=== WORK ITEM ===
A word-for-word reproduction of the data below is needed, with no pictures in it.

=== COLLECTED DATA ===
-------

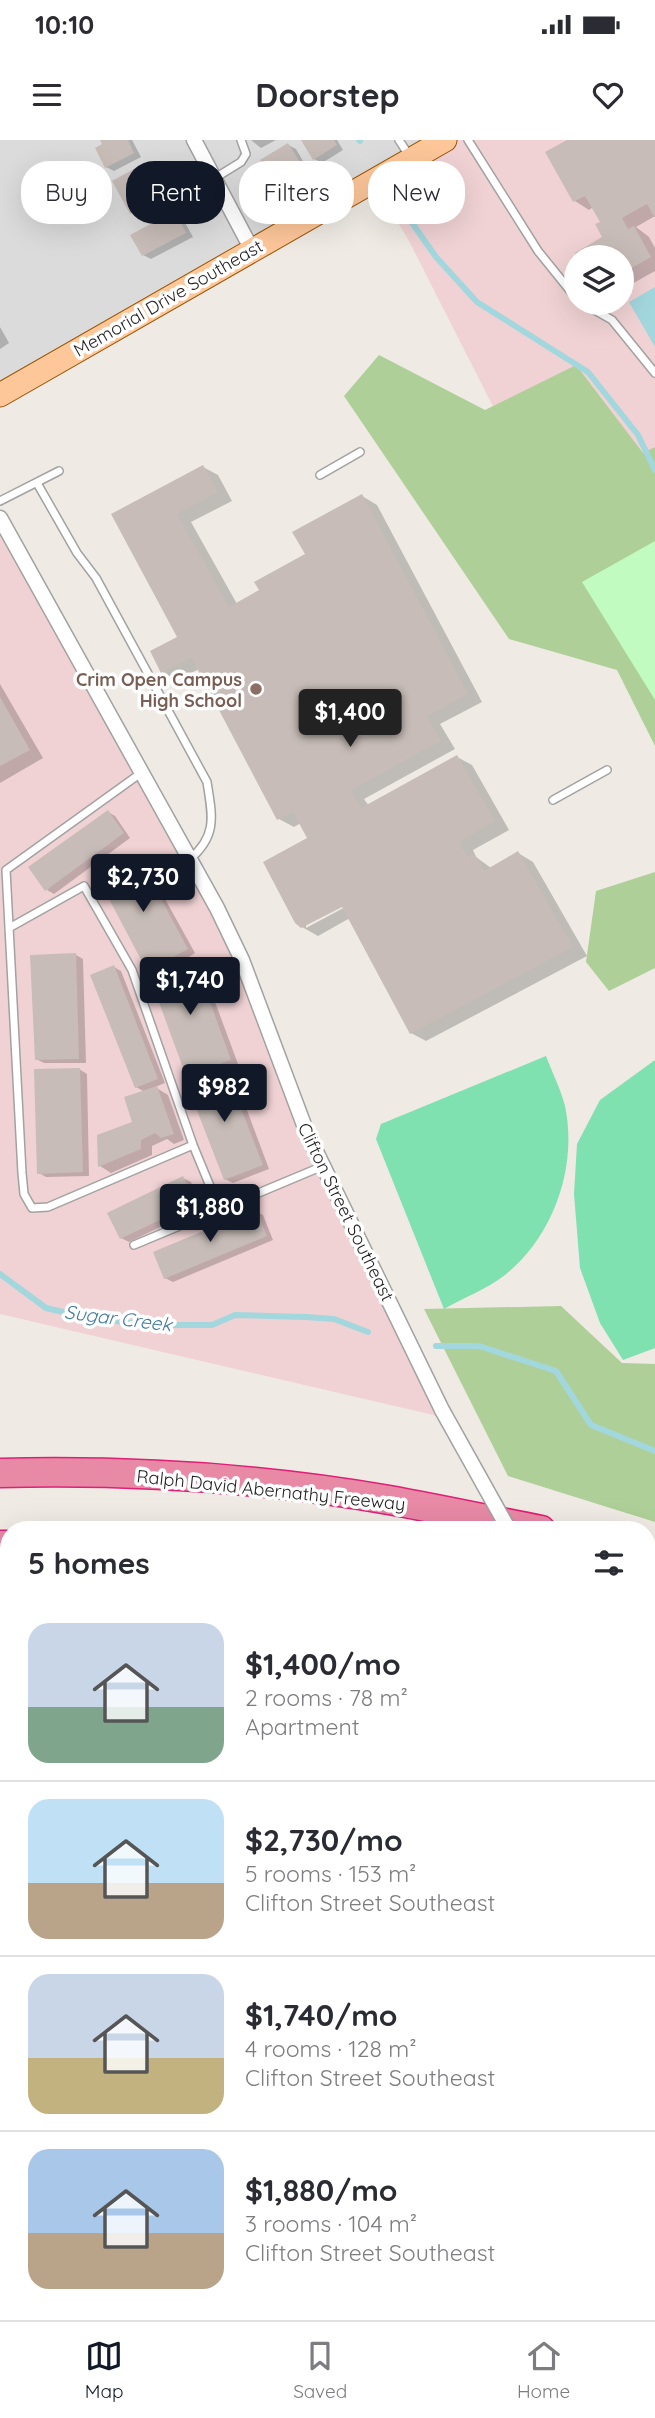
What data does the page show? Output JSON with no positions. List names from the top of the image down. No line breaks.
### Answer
{"streets":{"highway":["Ralph David Abernathy Freeway"],"main road":["Memorial Drive Southeast"],"street":["Clifton Street Southeast"]},"water":["Sugar Creek"],"places":["Crim Open Campus High School"],"page":{"status":"10:10","header":"Doorstep","chip":["Buy","Rent","Filters","New"],"price":["$1,400","$2,730","$1,740","$982","$1,880"],"heading":"5 homes","list":[{"name":"$1,400/mo","note":"2 rooms · 78 m² · Apartment"},{"name":"$2,730/mo","note":"5 rooms · 153 m² · Clifton Street Southeast"},{"name":"$1,740/mo","note":"4 rooms · 128 m² · Clifton Street Southeast"},{"name":"$1,880/mo","note":"3 rooms · 104 m² · Clifton Street Southeast"}],"tabs":["Map","Saved","Home"]}}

-------

=== OUTPUT OF THE EXERCISE ===
What data does the page show? Output JSON with no positions. List names from the top of the image down. No line breaks.
### Answer
{"streets":{"highway":["Ralph David Abernathy Freeway"],"main road":["Memorial Drive Southeast"],"street":["Clifton Street Southeast"]},"water":["Sugar Creek"],"places":["Crim Open Campus High School"],"page":{"status":"10:10","header":"Doorstep","chip":["Buy","Rent","Filters","New"],"price":["$1,400","$2,730","$1,740","$982","$1,880"],"heading":"5 homes","list":[{"name":"$1,400/mo","note":"2 rooms · 78 m² · Apartment"},{"name":"$2,730/mo","note":"5 rooms · 153 m² · Clifton Street Southeast"},{"name":"$1,740/mo","note":"4 rooms · 128 m² · Clifton Street Southeast"},{"name":"$1,880/mo","note":"3 rooms · 104 m² · Clifton Street Southeast"}],"tabs":["Map","Saved","Home"]}}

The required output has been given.